彼はぱちりとまばたいて、まっすぐぼくを視界に入れてくれる。
「カナン、教えて。なにを探したいの?」
「⋯⋯本」
「本⋯⋯あの詩の。あ、医務室に置いてきちゃったんだね?」
カナンがうなずく。トロッタントはカナンをつかんだまま、器用に肩をすくめてみせた。
「なんだ、探す場所の見当はついてるのか。なら、明日でいいだろ?」
「今行く」
「カナン、でも⋯⋯」
「どうしても、なら消灯してからがいい。今じゃバレちゃうもの。ねえ、カナン。火が消えて、みんなが寝たら、そうっと行こうよ」
鈴のような軽やかさでガロフィリスがささやく。ルールを破る危険な誘いなのに、幼い子どもへ語りかけるみたいなやさしい響きで、そのアンバランスさにくらくらした。
カナンはじっと見上げてからぼくに視線を移してくる。
意見を求められているように思ったので、緊張しながら口を開いた。
「そ、そ、そのほうがいい⋯⋯と、思うよ。ぼくが探すとしたら、そうするよ」
「⋯⋯。わかった」
納得してくれたらしい。ぼくとトロッタントが手を放すと、すぐにカナンは下のベッドにもぐりこんだ。
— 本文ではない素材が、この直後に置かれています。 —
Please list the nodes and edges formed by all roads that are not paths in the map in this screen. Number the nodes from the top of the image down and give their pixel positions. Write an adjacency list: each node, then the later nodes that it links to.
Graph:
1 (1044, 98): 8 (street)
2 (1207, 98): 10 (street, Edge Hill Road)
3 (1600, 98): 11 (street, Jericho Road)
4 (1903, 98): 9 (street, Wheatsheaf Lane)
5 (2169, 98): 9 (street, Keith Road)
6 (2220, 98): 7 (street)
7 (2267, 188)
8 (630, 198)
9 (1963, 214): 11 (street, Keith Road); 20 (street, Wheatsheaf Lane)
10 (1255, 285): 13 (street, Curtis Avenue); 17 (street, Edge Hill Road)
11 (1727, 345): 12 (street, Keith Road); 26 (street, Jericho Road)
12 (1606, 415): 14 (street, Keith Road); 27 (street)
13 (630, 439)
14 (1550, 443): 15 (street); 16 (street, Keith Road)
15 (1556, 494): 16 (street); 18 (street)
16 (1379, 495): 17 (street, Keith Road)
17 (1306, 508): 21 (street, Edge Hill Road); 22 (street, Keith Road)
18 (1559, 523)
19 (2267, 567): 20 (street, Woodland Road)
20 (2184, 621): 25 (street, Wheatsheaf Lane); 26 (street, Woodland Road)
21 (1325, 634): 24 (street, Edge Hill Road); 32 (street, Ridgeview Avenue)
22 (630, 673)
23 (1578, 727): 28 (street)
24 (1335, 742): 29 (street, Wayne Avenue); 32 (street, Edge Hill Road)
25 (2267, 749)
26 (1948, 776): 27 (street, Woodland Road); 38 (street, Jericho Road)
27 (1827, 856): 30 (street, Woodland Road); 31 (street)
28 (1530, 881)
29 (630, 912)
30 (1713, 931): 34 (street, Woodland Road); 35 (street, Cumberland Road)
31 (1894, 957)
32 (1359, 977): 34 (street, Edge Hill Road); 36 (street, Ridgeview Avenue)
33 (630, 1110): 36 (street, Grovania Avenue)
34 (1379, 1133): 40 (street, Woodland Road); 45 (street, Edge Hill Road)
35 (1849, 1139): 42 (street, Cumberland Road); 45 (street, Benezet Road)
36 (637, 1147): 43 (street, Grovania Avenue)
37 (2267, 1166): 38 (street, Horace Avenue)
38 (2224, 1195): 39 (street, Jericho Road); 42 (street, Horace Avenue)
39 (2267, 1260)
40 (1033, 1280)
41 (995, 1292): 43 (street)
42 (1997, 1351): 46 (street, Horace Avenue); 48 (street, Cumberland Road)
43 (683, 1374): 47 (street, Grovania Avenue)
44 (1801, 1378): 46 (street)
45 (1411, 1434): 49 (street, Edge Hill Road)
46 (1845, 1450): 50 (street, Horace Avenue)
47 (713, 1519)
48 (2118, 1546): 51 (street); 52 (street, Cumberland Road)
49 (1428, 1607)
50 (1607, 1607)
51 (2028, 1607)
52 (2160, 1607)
残されたトロッタントはため息をつき、疲れた顔でガロフィリスをにらむ。
「いや、ルームメイトが初日に規則破りって、大丈夫かよ?」
「いいじゃない。夜に人目を忍んで、なんて、なんだか宝探しみたいで」
「宝探しって。⋯⋯ったく、ツイてないんだよなあ、俺は」
からから笑う自身の片蹄者に、トロッタントはもうなにも言い返さず、恨めしげに独り言をこぼして寝具へ横たわった。
ほとんど同じタイミングで班長室の扉が開く。「点呼ぉ」という間延びした声が聞こえた。見ればレフテッドで、彼は気だるげに首をひねりながら、ぼくたちの部屋へと歩いてくる。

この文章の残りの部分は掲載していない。